August 31, 2014
https://issues.dlang.org/show_bug.cgi?id=13407

          Issue ID: 13407
           Summary: Better error message for static array size overflow
           Product: D
           Version: D2
          Hardware: x86
                OS: Windows
            Status: NEW
          Keywords: diagnostic
          Severity: enhancement
          Priority: P1
         Component: DMD
          Assignee: nobody@puremagic.com
          Reporter: bearophile_hugs@eml.cc

This program:

enum N = 9;
long[1 << N][1 << N][N][N] a;
void main() {}


With dmd 2.067alpha gives the error messages:

test.d(2,28): Error: index 9 overflow for static array
test.d(2,28): Error: index 9 overflow for static array


This means that the array is too much large for a statically allocated array, but I think the meaning error message is not clear enough.
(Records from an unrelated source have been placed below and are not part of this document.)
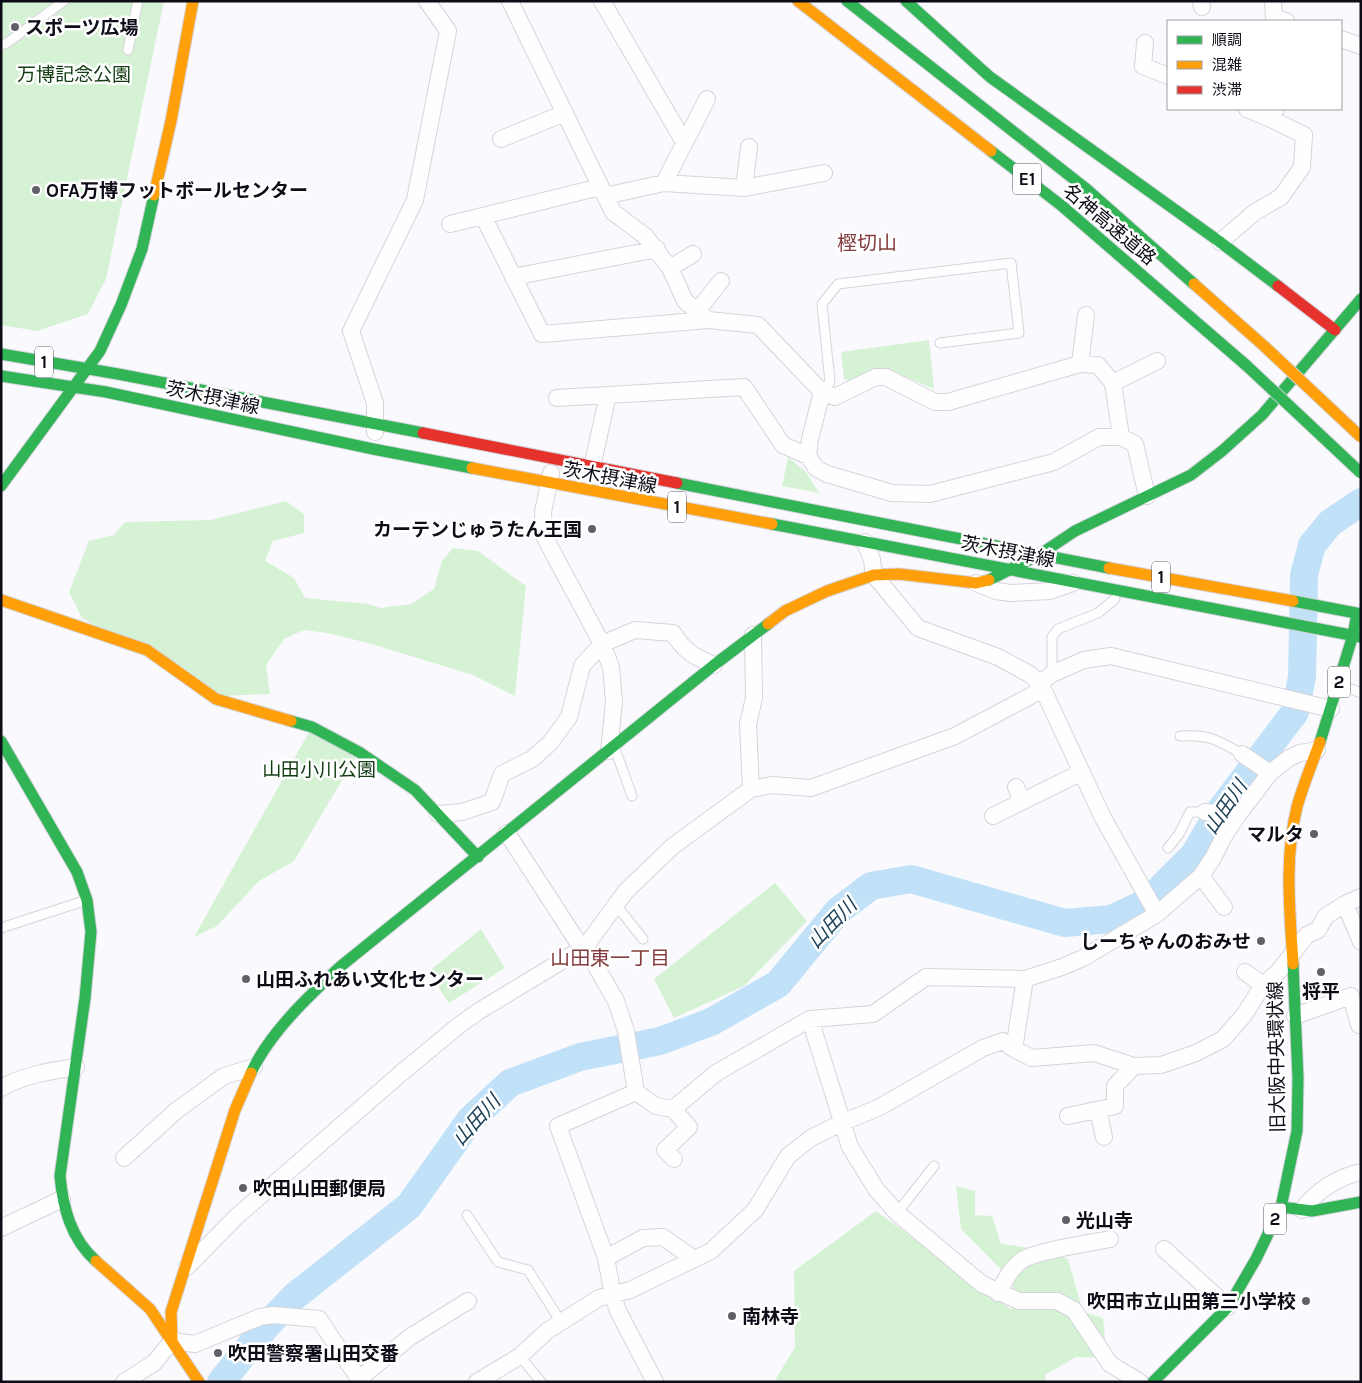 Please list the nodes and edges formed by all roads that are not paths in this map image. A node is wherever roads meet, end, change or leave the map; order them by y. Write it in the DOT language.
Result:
graph roads {
  1 [pos="64,1"];
  2 [pos="138,1"];
  3 [pos="193,1"];
  4 [pos="427,1"];
  5 [pos="510,1"];
  6 [pos="602,1"];
  7 [pos="798,1"];
  8 [pos="847,1"];
  9 [pos="906,1"];
  10 [pos="1273,1"];
  11 [pos="923,9"];
  12 [pos="1282,20"];
  13 [pos="1342,39"];
  14 [pos="1144,43"];
  15 [pos="1,45"];
  16 [pos="1361,46"];
  17 [pos="128,50"];
  18 [pos="1167,76"];
  19 [pos="707,99"];
  20 [pos="1252,110"];
  21 [pos="565,113"];
  22 [pos="1274,114"];
  23 [pos="501,139"];
  24 [pos="684,142"];
  25 [pos="749,147"];
  26 [pos="824,173"];
  27 [pos="664,183"];
  28 [pos="744,188"];
  29 [pos="602,191"];
  30 [pos="483,216"];
  31 [pos="450,224"];
  32 [pos="1220,242"];
  33 [pos="657,249"];
  34 [pos="693,254"];
  35 [pos="670,268"];
  36 [pos="514,277"];
  37 [pos="721,281"];
  38 [pos="1361,299"];
  39 [pos="1086,315"];
  40 [pos="703,316"];
  41 [pos="1335,330"];
  42 [pos="940,343"];
  43 [pos="1,354"];
  44 [pos="1156,361"];
  45 [pos="1080,364"];
  46 [pos="87,369"];
  47 [pos="1,376"];
  48 [pos="1113,383"];
  49 [pos="73,388"];
  50 [pos="822,392"];
  51 [pos="608,395"];
  52 [pos="557,398"];
  53 [pos="376,425"];
  54 [pos="1121,436"];
  55 [pos="1361,437"];
  56 [pos="373,449"];
  57 [pos="808,456"];
  58 [pos="554,460"];
  59 [pos="592,467"];
  60 [pos="1361,473"];
  61 [pos="549,483"];
  62 [pos="1,486"];
  63 [pos="1147,496"];
  64 [pos="865,542"];
  65 [pos="1039,554"];
  66 [pos="1012,570"];
  67 [pos="874,575"];
  68 [pos="1075,582"];
  69 [pos="976,583"];
  70 [pos="1,600"];
  71 [pos="1114,600"];
  72 [pos="1359,613"];
  73 [pos="753,635"];
  74 [pos="1357,636"];
  75 [pos="602,644"];
  76 [pos="714,665"];
  77 [pos="1046,680"];
  78 [pos="1356,688"];
  79 [pos="1331,709"];
  80 [pos="1180,736"];
  81 [pos="1,741"];
  82 [pos="611,748"];
  83 [pos="1317,750"];
  84 [pos="1242,754"];
  85 [pos="1082,772"];
  86 [pos="1270,773"];
  87 [pos="751,789"];
  88 [pos="632,796"];
  89 [pos="1205,812"];
  90 [pos="438,814"];
  91 [pos="1238,815"];
  92 [pos="993,816"];
  93 [pos="507,833"];
  94 [pos="1168,848"];
  95 [pos="478,857"];
  96 [pos="1200,876"];
  97 [pos="1361,898"];
  98 [pos="87,900"];
  99 [pos="1345,904"];
  100 [pos="616,906"];
  101 [pos="1224,907"];
  102 [pos="1157,914"];
  103 [pos="1,928"];
  104 [pos="643,939"];
  105 [pos="1361,942"];
  106 [pos="584,948"];
  107 [pos="1292,953"];
  108 [pos="1245,972"];
  109 [pos="1024,979"];
  110 [pos="1263,985"];
  111 [pos="1295,1016"];
  112 [pos="810,1019"];
  113 [pos="1359,1025"];
  114 [pos="1014,1049"];
  115 [pos="1134,1066"];
  116 [pos="76,1067"];
  117 [pos="254,1067"];
  118 [pos="1,1088"];
  119 [pos="636,1092"];
  120 [pos="673,1110"];
  121 [pos="1098,1110"];
  122 [pos="1068,1116"];
  123 [pos="843,1122"];
  124 [pos="1104,1137"];
  125 [pos="124,1158"];
  126 [pos="674,1159"];
  127 [pos="934,1166"];
  128 [pos="1361,1172"];
  129 [pos="62,1199"];
  130 [pos="1361,1202"];
  131 [pos="1281,1207"];
  132 [pos="1302,1210"];
  133 [pos="897,1213"];
  134 [pos="466,1215"];
  135 [pos="1,1228"];
  136 [pos="1110,1239"];
  137 [pos="1164,1249"];
  138 [pos="606,1258"];
  139 [pos="694,1259"];
  140 [pos="187,1267"];
  141 [pos="998,1293"];
  142 [pos="613,1295"];
  143 [pos="468,1301"];
  144 [pos="1228,1307"];
  145 [pos="561,1322"];
  146 [pos="172,1340"];
  147 [pos="520,1356"];
  148 [pos="198,1380"];
  149 [pos="360,1380"];
  150 [pos="124,1382"];
  151 [pos="477,1382"];
  152 [pos="542,1382"];
  153 [pos="655,1382"];
  154 [pos="1140,1382"];
  155 [pos="1153,1382"];
  1 -- 15 [label="lane"];
  2 -- 17 [label="lane"];
  3 -- 46 [label="main road"];
  4 -- 53 [label="street"];
  5 -- 21 [label="street"];
  6 -- 24 [label="street"];
  7 -- 60 [label="main road, 名神高速道路 / E1, bridge"];
  8 -- 55 [label="main road, 名神高速道路 / E1, bridge"];
  9 -- 11 [label="main road"];
  10 -- 12 [label="street"];
  11 -- 32 [label="main road"];
  13 -- 16 [label="street"];
  14 -- 18 [label="street"];
  19 -- 24 [label="street"];
  20 -- 22 [label="street"];
  21 -- 23 [label="street"];
  21 -- 29 [label="street"];
  22 -- 32 [label="street"];
  24 -- 27 [label="street"];
  25 -- 28 [label="street"];
  26 -- 28 [label="street"];
  27 -- 28 [label="street"];
  27 -- 29 [label="street"];
  29 -- 30 [label="street"];
  29 -- 33 [label="street"];
  30 -- 31 [label="street"];
  30 -- 36 [label="street"];
  32 -- 41 [label="main road"];
  33 -- 35 [label="street"];
  33 -- 36 [label="street"];
  34 -- 35 [label="street"];
  35 -- 40 [label="street"];
  36 -- 40 [label="street"];
  37 -- 40 [label="street"];
  38 -- 41 [label="main road"];
  39 -- 45 [label="street"];
  40 -- 50 [label="street"];
  41 -- 63 [label="main road"];
  42 -- 50 [label="lane"];
  43 -- 46 [label="main road, 茨木摂津線 / 1"];
  44 -- 48 [label="street"];
  45 -- 48 [label="street"];
  45 -- 50 [label="street"];
  46 -- 49 [label="main road"];
  46 -- 53 [label="main road, 茨木摂津線 / 1"];
  47 -- 49 [label="main road, 茨木摂津線 / 1"];
  48 -- 54 [label="street"];
  49 -- 56 [label="main road, 茨木摂津線 / 1"];
  49 -- 62 [label="main road"];
  50 -- 57 [label="street"];
  51 -- 52 [label="street"];
  51 -- 57 [label="street"];
  51 -- 59 [label="street"];
  53 -- 56 [label="street"];
  53 -- 58 [label="main road, 茨木摂津線 / 1"];
  54 -- 57 [label="street"];
  54 -- 63 [label="street"];
  56 -- 61 [label="main road, 茨木摂津線 / 1"];
  58 -- 59 [label="main road, 茨木摂津線 / 1"];
  58 -- 61 [label="street"];
  59 -- 65 [label="main road, 茨木摂津線 / 1"];
  61 -- 64 [label="main road, 茨木摂津線 / 1"];
  61 -- 75 [label="street"];
  63 -- 65 [label="main road"];
  64 -- 66 [label="main road, 茨木摂津線 / 1"];
  64 -- 67 [label="street"];
  65 -- 66 [label="main road"];
  65 -- 72 [label="main road, 茨木摂津線 / 1"];
  66 -- 68 [label="main road, 茨木摂津線 / 1"];
  66 -- 69 [label="main road"];
  67 -- 69 [label="main road"];
  67 -- 73 [label="main road"];
  67 -- 77 [label="street"];
  68 -- 69 [label="street"];
  68 -- 74 [label="main road, 茨木摂津線 / 1"];
  70 -- 90 [label="main road"];
  71 -- 77 [label="lane"];
  72 -- 74 [label="main road, 旧大阪中央環状線 / 2"];
  73 -- 76 [label="main road"];
  73 -- 87 [label="street"];
  74 -- 79 [label="main road, 旧大阪中央環状線 / 2"];
  75 -- 76 [label="street"];
  75 -- 82 [label="street"];
  75 -- 90 [label="street"];
  76 -- 82 [label="main road"];
  77 -- 79 [label="street"];
  77 -- 85 [label="street"];
  77 -- 87 [label="street"];
  78 -- 83 [label="main road, 旧大阪中央環状線 / 2"];
  79 -- 83 [label="main road, 旧大阪中央環状線 / 2"];
  80 -- 84 [label="lane"];
  81 -- 98 [label="main road"];
  82 -- 88 [label="lane"];
  82 -- 93 [label="main road"];
  83 -- 86 [label="street"];
  83 -- 107 [label="main road, 旧大阪中央環状線 / 2"];
  84 -- 86 [label="street"];
  85 -- 92 [label="street"];
  85 -- 102 [label="street"];
  86 -- 91 [label="street"];
  87 -- 100 [label="street"];
  89 -- 91 [label="street"];
  89 -- 94 [label="lane"];
  90 -- 95 [label="main road"];
  91 -- 96 [label="street"];
  93 -- 95 [label="main road"];
  93 -- 106 [label="street"];
  95 -- 117 [label="main road"];
  96 -- 101 [label="street"];
  96 -- 102 [label="street"];
  97 -- 99 [label="street"];
  98 -- 103 [label="lane"];
  98 -- 116 [label="main road"];
  99 -- 105 [label="street"];
  99 -- 107 [label="street"];
  100 -- 104 [label="lane"];
  100 -- 106 [label="street"];
  102 -- 109 [label="street"];
  106 -- 119 [label="street"];
  106 -- 140 [label="street"];
  107 -- 110 [label="street"];
  107 -- 111 [label="main road, 旧大阪中央環状線 / 2"];
  108 -- 110 [label="street"];
  109 -- 112 [label="street"];
  109 -- 114 [label="street"];
  110 -- 115 [label="street"];
  111 -- 113 [label="street"];
  111 -- 131 [label="main road, 旧大阪中央環状線 / 2"];
  112 -- 120 [label="street"];
  112 -- 123 [label="street"];
  114 -- 115 [label="street"];
  114 -- 123 [label="street"];
  115 -- 121 [label="street"];
  116 -- 118 [label="street"];
  116 -- 129 [label="main road"];
  117 -- 125 [label="street"];
  117 -- 140 [label="main road"];
  119 -- 120 [label="street"];
  119 -- 138 [label="street"];
  120 -- 126 [label="street"];
  121 -- 122 [label="street"];
  121 -- 124 [label="street"];
  123 -- 133 [label="street"];
  123 -- 139 [label="street"];
  127 -- 133 [label="lane"];
  128 -- 132 [label="street"];
  129 -- 135 [label="street"];
  129 -- 146 [label="main road"];
  130 -- 132 [label="main road"];
  131 -- 132 [label="main road"];
  131 -- 144 [label="main road, 旧大阪中央環状線 / 2"];
  133 -- 141 [label="street"];
  134 -- 145 [label="lane"];
  136 -- 141 [label="street"];
  137 -- 144 [label="street"];
  138 -- 139 [label="street"];
  138 -- 142 [label="street"];
  139 -- 142 [label="street"];
  140 -- 146 [label="main road"];
  141 -- 154 [label="street"];
  142 -- 145 [label="street"];
  142 -- 153 [label="street"];
  143 -- 149 [label="street"];
  144 -- 155 [label="main road, 旧大阪中央環状線 / 2"];
  145 -- 147 [label="street"];
  146 -- 148 [label="main road"];
  146 -- 149 [label="street"];
  146 -- 150 [label="street"];
  147 -- 151 [label="street"];
  147 -- 152 [label="lane"];
}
So I suggest something more similar to (a single error message):

test.d(2,28): Error: array 'a' is too much large (512 * 512 * 9 * 9 of 'long')
to be allocated statically.


In such cases you usually replace the static array with a heap-allocated array, like:

enum N = 9;
long[][][][] a;
void main() {
    a = new typeof(a)(1 << N, 1 << N, N, N);
}


But this generates a very large number of dynamic arrays that waste time and efficiency and stress the garbage collector.

So often a better data structure is an array that has dynamic only one or more of the last coordinates:


enum N = 9;
long[1 << N][1 << N][][] a;
void main() {
    a = new typeof(a)(N, N);
}


Unfortunately I think the error message can't explain this idiom to the user.